Thanks to NetGalley for providing me with a copy to review

Thursday, June 18, 2015

Book Review: After a While You Just Get Used to It by Gwendolyn Knapp

From Goodreads:
Growing up in a dying breed of eccentric Florida crackers, Knapp thought she had it rough—what with her pack rat mother, Margie; her aunt Susie, who has fewer teeth than prison stays; and Margie’s bipolar boyfriend, John. But not long after Knapp moves to New Orleans, Margie packs up her House of Hoarders and follows along. As if Knapp weren’t struggling enough to keep herself afloat, working odd jobs and trying to find love while suffering from irritable bowel syndrome, the thirty-year-old realizes that she’s never going to escape her family’s unendingly dysfunctional drama.
 
Knapp honed her writing chops and distinctive Southern Gothic–humor style writing short pieces and participating in the renowned reading series Literary Death Match. Now, like bestselling authors Jenny Lawson, Laurie Notaro, and Julie Klausner before her, Knapp bares her sad and twisted life for readers everywhere to enjoy.
Writing
There's a certain brand of memoir that I feel like I've read too much of lately.  It's a woman approximately my age who can't seem to grow up and get settled - she spends the entire book drinking, sleeping with everyone, and has little to no self-esteem (like Lena Dunham or Alida Nugent).  And it's supposed to be super funny.  I am so happy to say that this is NOT one of those memoirs.  Knapp struggles and dates the wrong guy and messes up, but she's also working hard on her life and on being an adult.  She takes responsibility for herself and tries to do better, which makes it so much more enjoyable to read about the hilarious situations she winds up in.  The reader doesn't have to feel guilty for laughing, because you trust that Knapp is actually going to make it in the end.

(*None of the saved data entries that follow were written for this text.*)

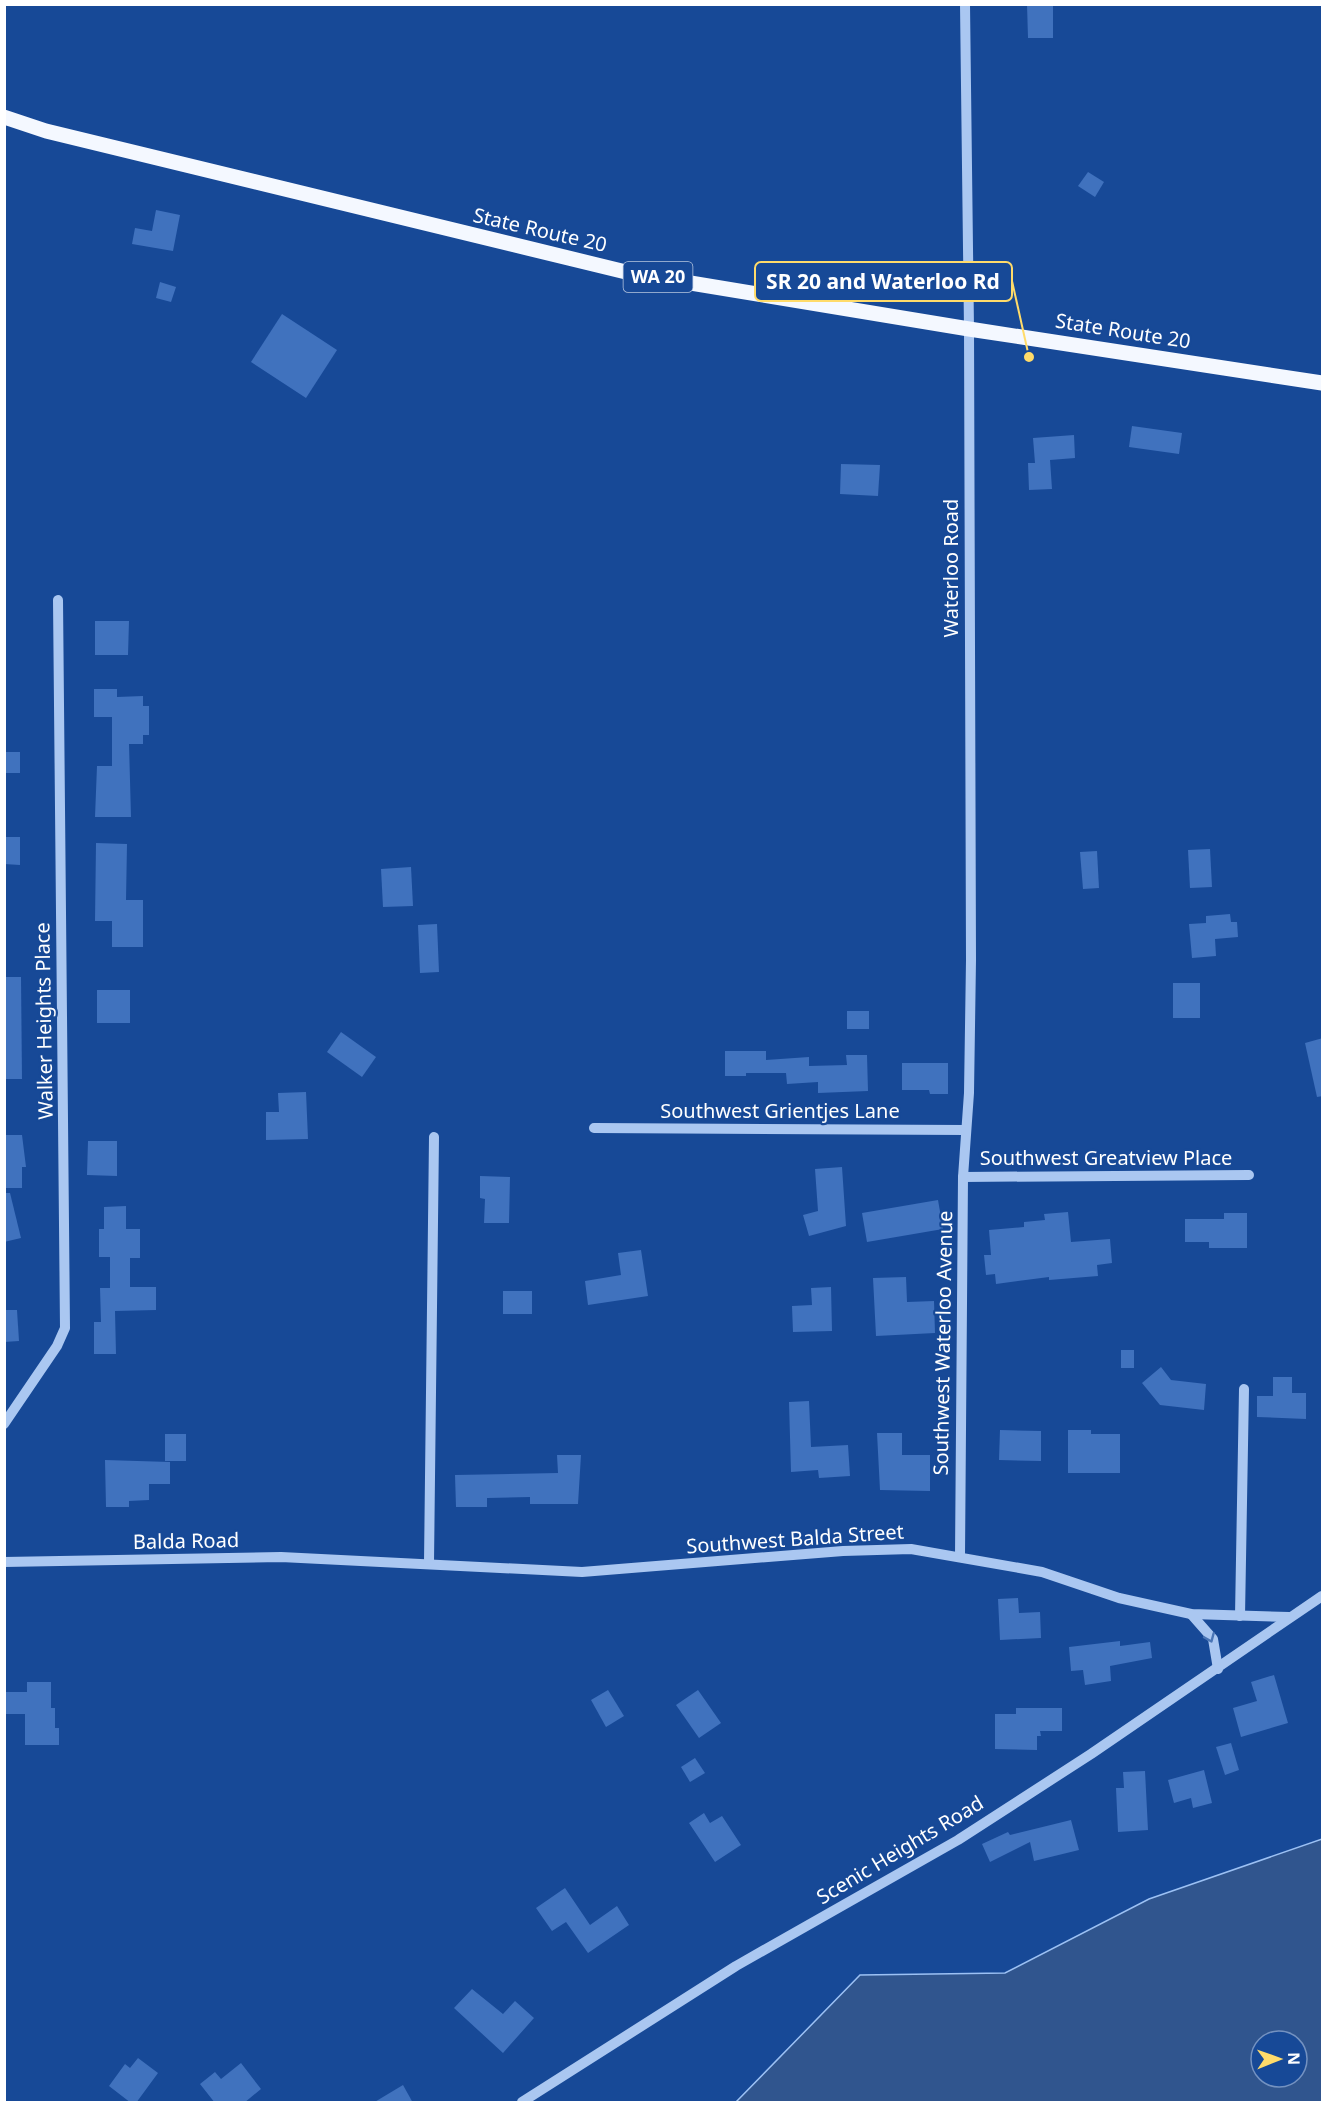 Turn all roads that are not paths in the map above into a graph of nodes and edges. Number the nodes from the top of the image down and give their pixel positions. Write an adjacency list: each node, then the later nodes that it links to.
1 (964, 4): 3 (street, Waterloo Road)
2 (4, 117): 3 (main road, State Route 20 / WA 20)
3 (969, 329): 4 (main road, State Route 20 / WA 20); 7 (street, Waterloo Road)
4 (1323, 382)
5 (58, 600): 12 (street, Walker Heights Place)
6 (594, 1128): 7 (street, Southwest Grientjes Lane)
7 (966, 1130): 10 (street, Southwest Waterloo Avenue)
8 (434, 1137): 16 (street)
9 (1249, 1175): 10 (street, Southwest Greatview Place)
10 (963, 1177): 13 (street, Southwest Waterloo Avenue)
11 (1244, 1389): 19 (street)
12 (4, 1424)
13 (960, 1556): 16 (street, Southwest Balda Street); 18 (street, Southwest Balda Street)
14 (368, 1561): 15 (street, Balda Road); 16 (street, Southwest Balda Street)
15 (4, 1562)
16 (429, 1563)
17 (1323, 1596): 20 (street, Scenic Heights Road)
18 (1191, 1614): 19 (street, Southwest Balda Street); 21 (street, one-way to 21)
19 (1240, 1616): 20 (street, Southwest Balda Street)
20 (1289, 1617): 21 (street, Scenic Heights Road)
21 (1218, 1669): 22 (street, Scenic Heights Road)
22 (522, 2103) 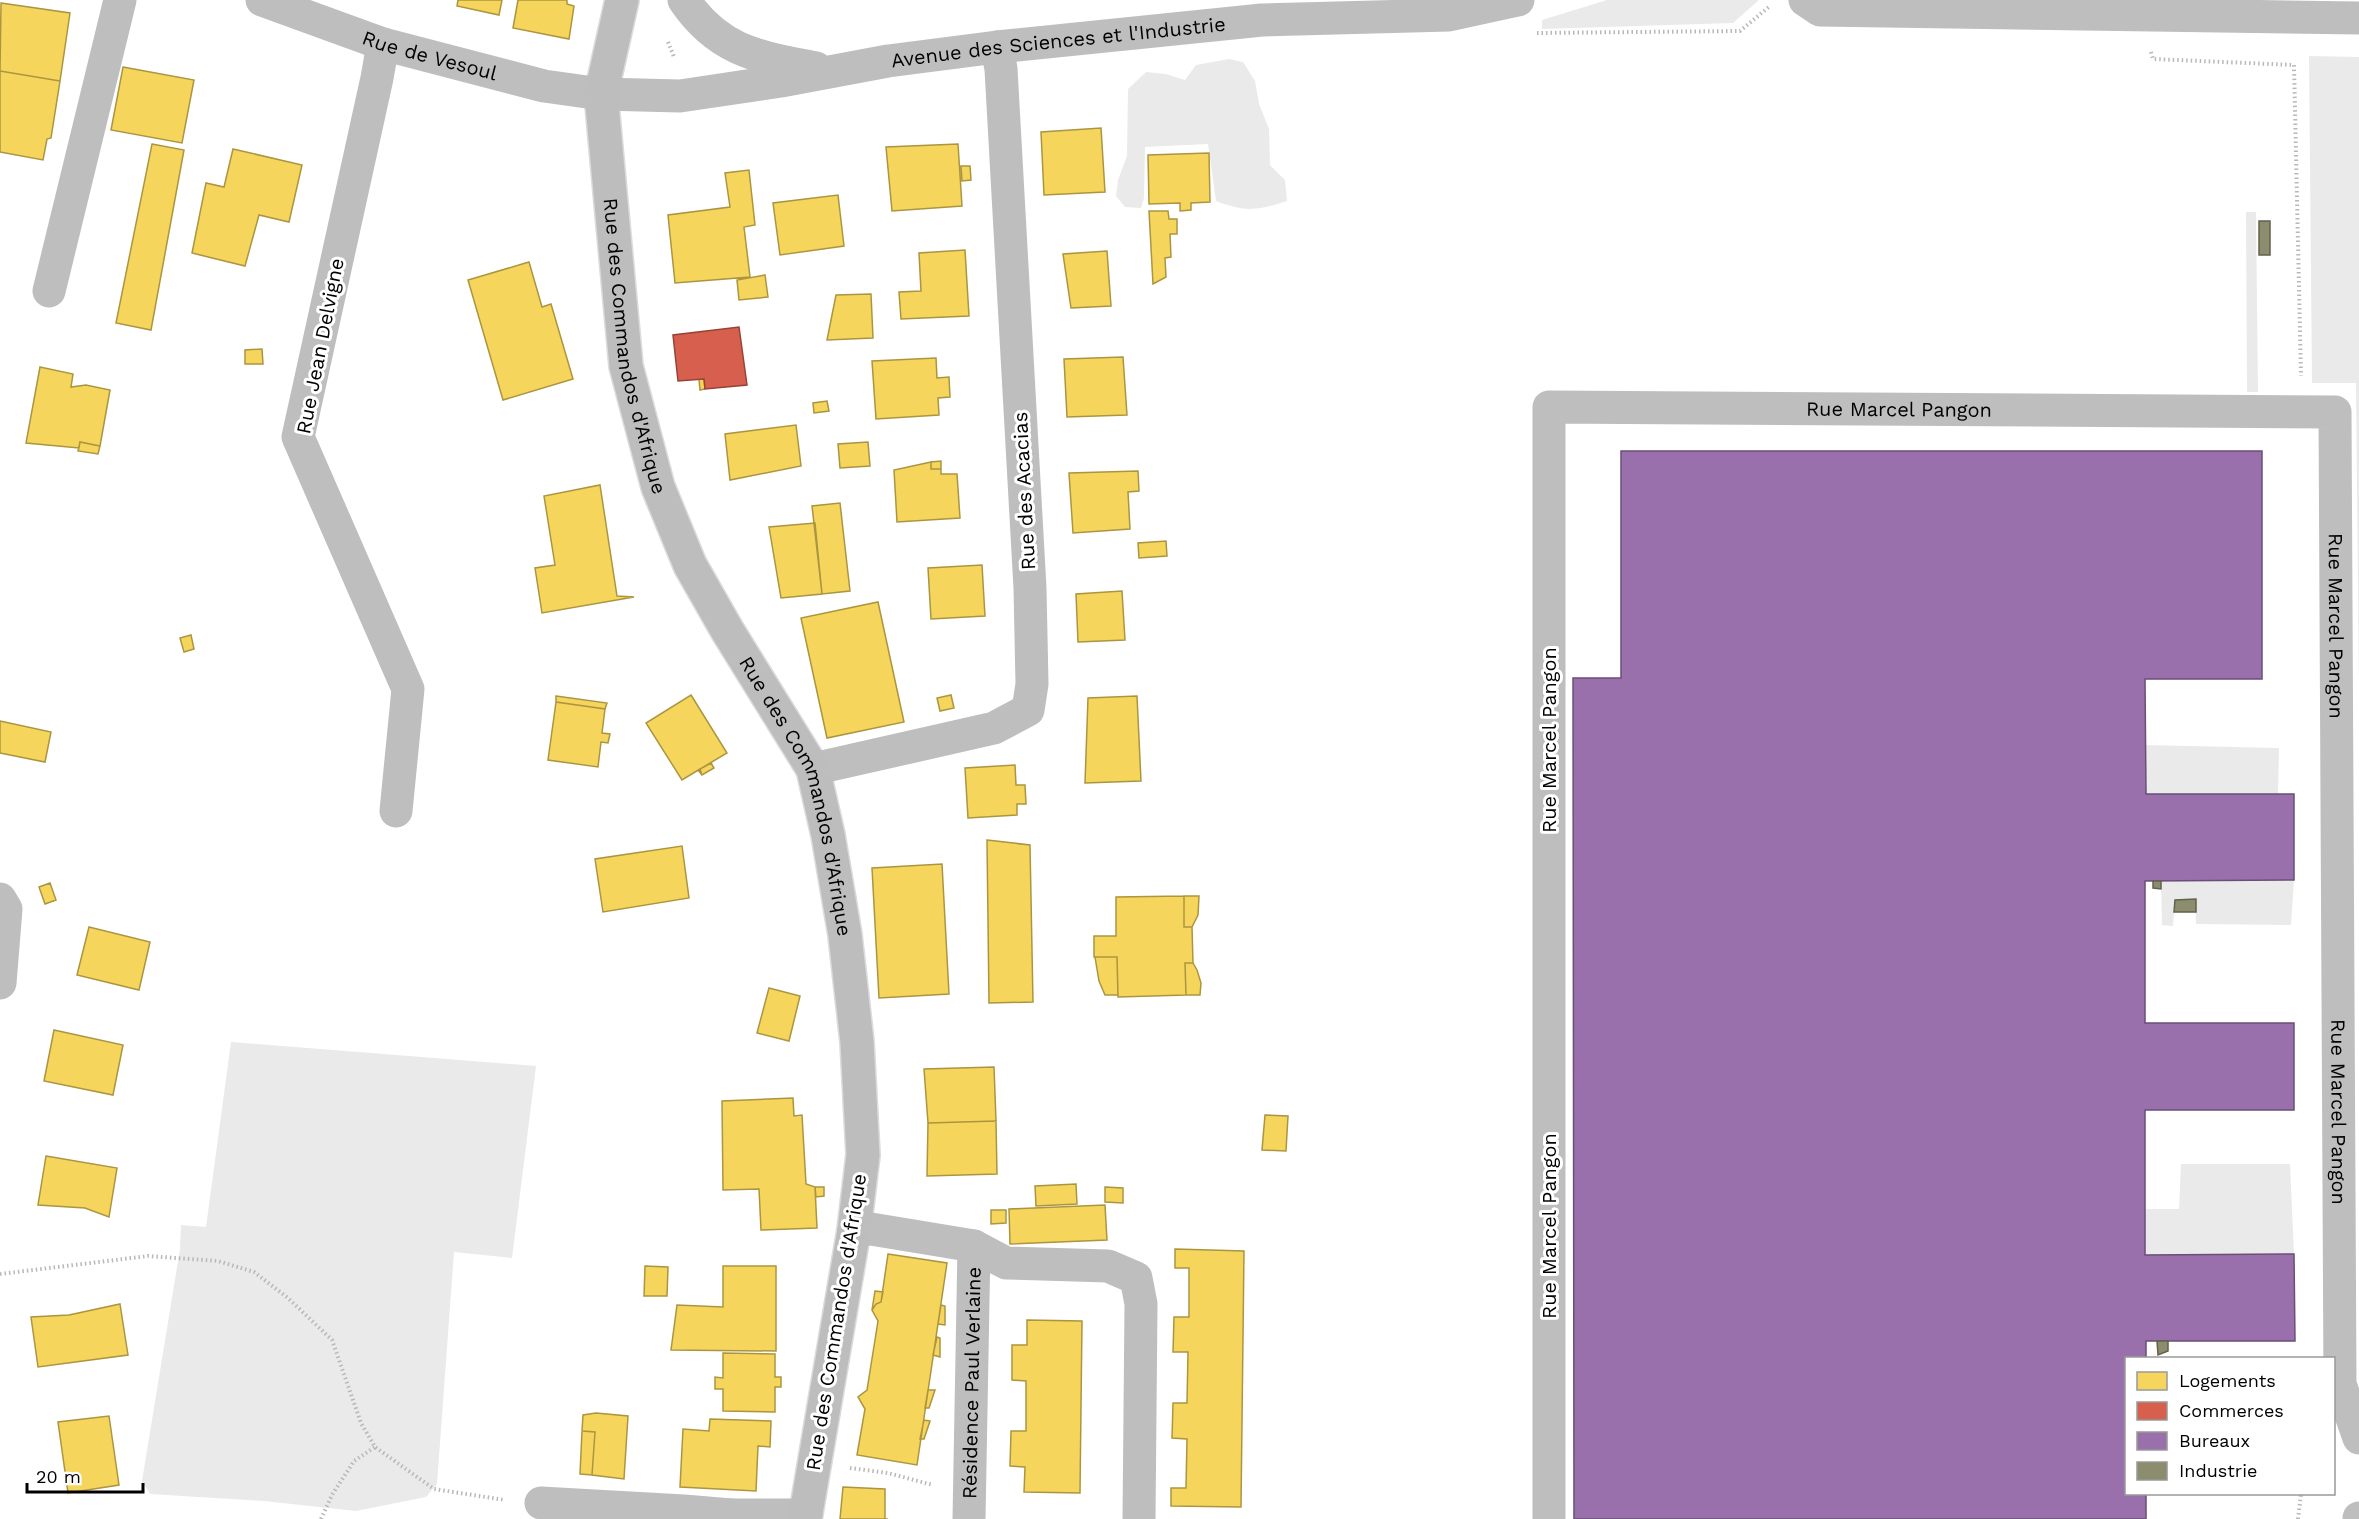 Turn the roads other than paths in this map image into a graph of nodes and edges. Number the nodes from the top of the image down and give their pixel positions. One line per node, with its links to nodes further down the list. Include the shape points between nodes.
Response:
1 (120, 0): 12 (street)
2 (262, 0): 8 (street, Rue de Vesoul)
3 (622, 0): 11 (main road, Rue des Commandos d'Afrique)
4 (684, 0): 10 (street, via 716,35 739,49)
5 (1518, 0): 9 (street, Avenue des Sciences et l'Industrie, via 1449,15 1262,20)
6 (1805, 0): 7 (street, via 1820,10)
7 (2359, 18)
8 (382, 44): 11 (street, Rue de Vesoul, via 544,86); 14 (street, Rue Jean Delvigne, via 298,437 408,689)
9 (998, 47): 10 (street, Avenue des Sciences et l'Industrie); 13 (street, Rue des Acacias, via 1030,588 1032,684 1028,710 994,728)
10 (829, 71): 11 (street, Avenue des Sciences et l'Industrie, via 680,96)
11 (602, 94): 13 (main road, Rue des Commandos d'Afrique, via 626,366 658,487 690,565)
12 (49, 291)
13 (813, 769): 17 (main road, Rue des Commandos d'Afrique, via 845,935 857,1042 863,1155)
14 (396, 811)
15 (0, 899): 16 (street, via 6,909)
16 (0, 983)
17 (854, 1230): 18 (street, Résidence Paul Verlaine, via 871,1229); 22 (main road, Rue des Commandos d'Afrique)
18 (974, 1246): 23 (street, Résidence Paul Verlaine); 24 (street, Résidence Paul Verlaine, via 1006,1263 1108,1266 1136,1278 1141,1304)
19 (2359, 1438): 25 (street, Rue Marcel Pangon, via 2340,1384 2335,412 1549,407)
20 (541, 1503): 21 (street)
21 (731, 1517): 22 (street)
22 (805, 1517)
23 (969, 1519)
24 (1139, 1519)
25 (1549, 1519)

Not only does Knapp's humor not make me sad, it actually makes me laugh.  I can really appreciate a dysfunctional Southern family and that's what Knapp has in spades.  She keeps it genuine, including some of the difficulties, but her sense of humor shines through all of it.  I definitely think the comparison to Jenny Lawson and Laurie Notaro is apt.

Entertainment Value
I guess my comments on the writing could also be taken as comments on the entertainment value.  It's funny, it made me laugh out loud, and I thought Knapp was charming and believable.  I've avoided a lot of memoirs by authors of my generation because I do tend to find them living in a perpetual adolescence, but I loved the Knapp doesn't seem to be taking that path (much like Lawson, in my opinion).  Yes, she has hard times and she does make light of them, but she's not static and stuck in her misery.  I came out of the book feeling happy for her and appreciating her take on poor Southern life, rather than feeling bad for her and hoping she doesn't drink herself to death within the next five years.

Overall
I loved it, found her hilarious and uplifting, and can't wait to see what she writes next.  This is a perfect follow up for fans of Jenny Lawson and makes great reading for those who want to read something by a woman who is taking on her hardships with a brilliant sense of humor.  If you want to read something funny by someone smart, this is where to go.

Thanks to Roshe and Penguin Random House for providing me with a copy to review!